Samira Ahmed was 8 years old when the seed for her debut young-adult novel was planted. She was sitting in the backseat of her parents’ car, stuck in traffic on a day trip to Chicago, when a man in the car next to hers rolled down the window and yelled, “Go home you goddamned fucking Iranian!”

“I was frozen,” says Ahmed, who is Indian-American. Her 8-year-old self responded by trying to rationalize the man’s behavior. “I just figured racists are really bad at geography,” she says. 

That encounter and others like it eventually spurred Love, Hate & Other Filters, which was published by Soho Teen last week. The Hyde Park resident’s book, which made it onto the New York Times Best Seller list for YA books in its second week, comes at a time when major publishing houses are finally picking up books by people of color that tell complex stories about race and prejudice. Last year, Cicero native Erika Sanchez’s I Am Not Your Perfect Mexican Daughter was shortlisted for a National Book Award and Angie Thomas’s The Hate U Give, which grapples with police violence against black teenagers, spent weeks atop the Times's YA Best Seller list.

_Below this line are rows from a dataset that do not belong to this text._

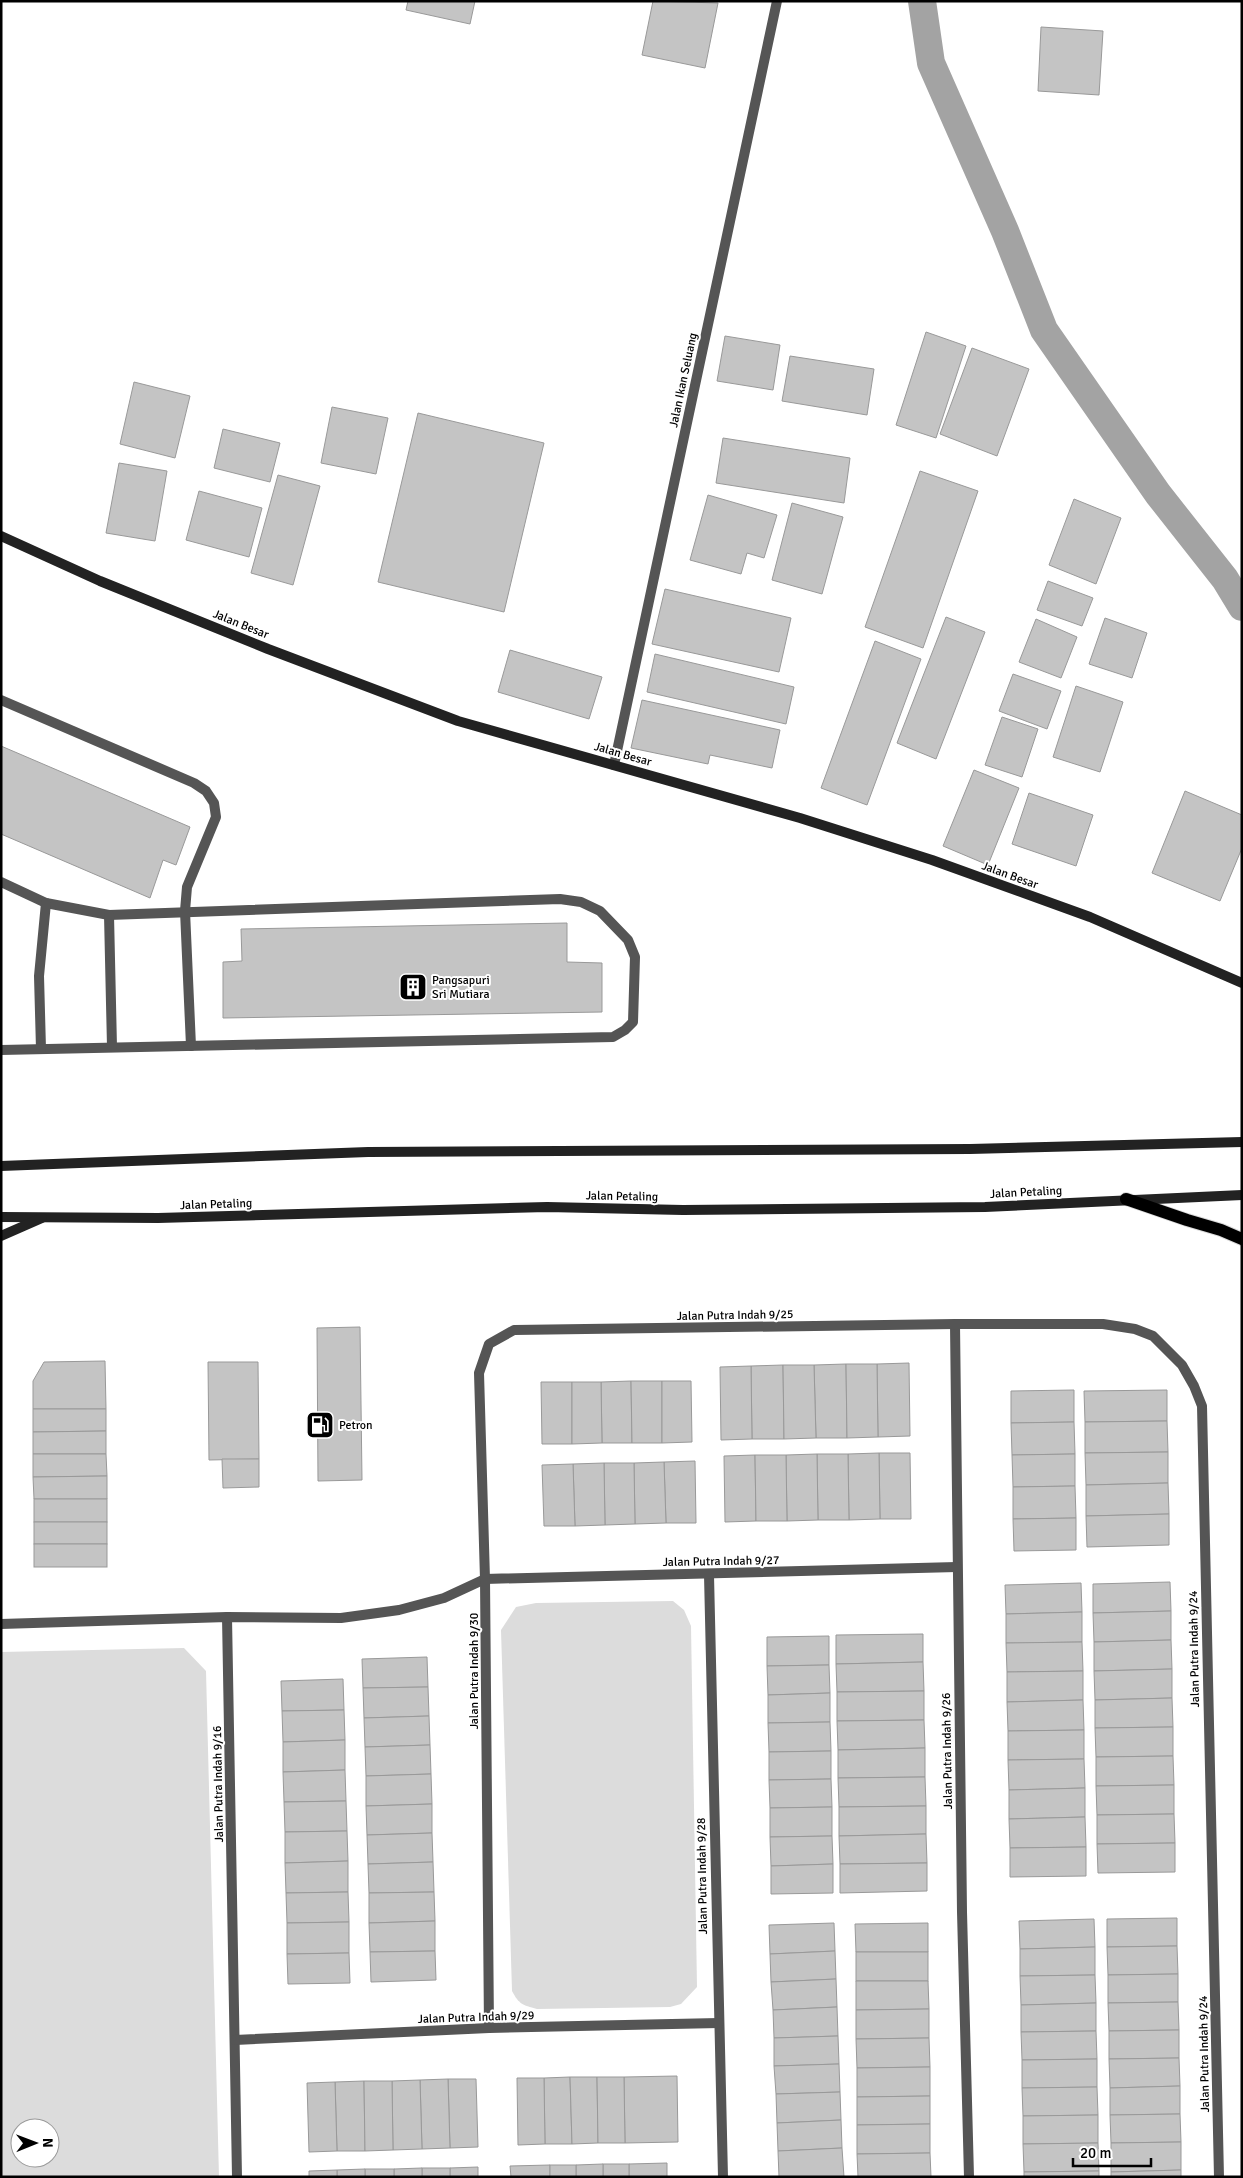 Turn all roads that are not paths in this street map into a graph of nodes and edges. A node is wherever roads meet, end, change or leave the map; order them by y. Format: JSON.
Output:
{"nodes":[{"id":1,"x":777,"y":1,"type":"edge"},
{"id":2,"x":1,"y":536,"type":"edge"},
{"id":3,"x":1,"y":700,"type":"edge"},
{"id":4,"x":614,"y":765,"type":"junction"},
{"id":5,"x":1,"y":882,"type":"edge"},
{"id":6,"x":46,"y":903,"type":"junction"},
{"id":7,"x":185,"y":911,"type":"junction"},
{"id":8,"x":109,"y":915,"type":"junction"},
{"id":9,"x":1242,"y":983,"type":"edge"},
{"id":10,"x":191,"y":1046,"type":"junction"},
{"id":11,"x":112,"y":1047,"type":"junction"},
{"id":12,"x":42,"y":1049,"type":"junction"},
{"id":13,"x":1,"y":1050,"type":"edge"},
{"id":14,"x":1242,"y":1142,"type":"edge"},
{"id":15,"x":1,"y":1166,"type":"edge"},
{"id":16,"x":1242,"y":1195,"type":"edge"},
{"id":17,"x":1126,"y":1199,"type":"junction"},
{"id":18,"x":48,"y":1216,"type":"junction"},
{"id":19,"x":1,"y":1217,"type":"edge"},
{"id":20,"x":1,"y":1236,"type":"edge"},
{"id":21,"x":1242,"y":1239,"type":"edge"},
{"id":22,"x":955,"y":1324,"type":"junction"},
{"id":23,"x":514,"y":1330,"type":"joint"},
{"id":24,"x":957,"y":1567,"type":"junction"},
{"id":25,"x":708,"y":1575,"type":"junction"},
{"id":26,"x":486,"y":1580,"type":"junction"},
{"id":27,"x":227,"y":1617,"type":"junction"},
{"id":28,"x":1,"y":1624,"type":"edge"},
{"id":29,"x":718,"y":2023,"type":"junction"},
{"id":30,"x":488,"y":2028,"type":"junction"},
{"id":31,"x":234,"y":2040,"type":"junction"},
{"id":32,"x":237,"y":2177,"type":"edge"},
{"id":33,"x":722,"y":2177,"type":"edge"},
{"id":34,"x":969,"y":2177,"type":"edge"},
{"id":35,"x":1219,"y":2177,"type":"edge"}],
"edges":[{"from":1,"to":4,"type":"street","name":"Jalan Ikan Seluang"},
{"from":2,"to":4,"type":"main road","name":"Jalan Besar"},
{"from":3,"to":7,"type":"street"},
{"from":4,"to":9,"type":"main road","name":"Jalan Besar"},
{"from":5,"to":6,"type":"street"},
{"from":6,"to":8,"type":"street"},
{"from":6,"to":12,"type":"street"},
{"from":7,"to":8,"type":"street"},
{"from":7,"to":10,"type":"street"},
{"from":7,"to":10,"type":"street"},
{"from":8,"to":11,"type":"street"},
{"from":10,"to":11,"type":"street"},
{"from":11,"to":12,"type":"street"},
{"from":12,"to":13,"type":"street"},
{"from":14,"to":15,"type":"main road"},
{"from":16,"to":17,"type":"main road","name":"Jalan Petaling"},
{"from":17,"to":18,"type":"main road","name":"Jalan Petaling"},
{"from":17,"to":21,"type":"main road"},
{"from":18,"to":19,"type":"main road","name":"Jalan Petaling"},
{"from":18,"to":20,"type":"main road"},
{"from":22,"to":23,"type":"street","name":"Jalan Putra Indah 9/25"},
{"from":22,"to":24,"type":"street","name":"Jalan Putra Indah 9/26"},
{"from":22,"to":35,"type":"street","name":"Jalan Putra Indah 9/24"},
{"from":23,"to":26,"type":"street","name":"Jalan Putra Indah 9/30"},
{"from":24,"to":25,"type":"street","name":"Jalan Putra Indah 9/27"},
{"from":24,"to":34,"type":"street","name":"Jalan Putra Indah 9/26"},
{"from":25,"to":26,"type":"street","name":"Jalan Putra Indah 9/27"},
{"from":25,"to":29,"type":"street","name":"Jalan Putra Indah 9/28"},
{"from":26,"to":27,"type":"street"},
{"from":26,"to":30,"type":"street","name":"Jalan Putra Indah 9/30"},
{"from":27,"to":28,"type":"street"},
{"from":27,"to":31,"type":"street","name":"Jalan Putra Indah 9/16"},
{"from":29,"to":30,"type":"street","name":"Jalan Putra Indah 9/29"},
{"from":29,"to":33,"type":"street","name":"Jalan Putra Indah 9/28"},
{"from":30,"to":31,"type":"street","name":"Jalan Putra Indah 9/29"},
{"from":31,"to":32,"type":"street","name":"Jalan Putra Indah 9/16"}]}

Ahmed’s encounter with racism as a child, coupled with reading about an incident in New York City where a cab driver was assaulted by a passenger who thought the driver was Muslim, drove her to capture the moment when a young person first confronts overt racism. “Nothing prepares you for that,” she says. “Suddenly you realize the world looks at you in a way you never expected.”

The novel, which Ahmed spent seven years (on and off) writing, follows Maya Aziz, a high school senior and aspiring documentary filmmaker living in Batavia, the Chicago suburb where Ahmed grew up. When an act of domestic terror hits Springfield—perpetrated by someone whose name is also Aziz—Maya must navigate the wave of Islamophobia that passes through her hometown. “I wanted to show how hatred can really change lives,” Ahmed says, “how it can affect the individual and the community in which we live.”

In shaping Maya’s story, Ahmed mined her own experiences. Though Ahmed recalls a happy childhood in “Norman Rockwell–esque” Batavia, it was far from perfect. "It was then and is still a predominantly white town," she says. "I was the only South Asian—and I think the only Muslim—in my graduating class.” 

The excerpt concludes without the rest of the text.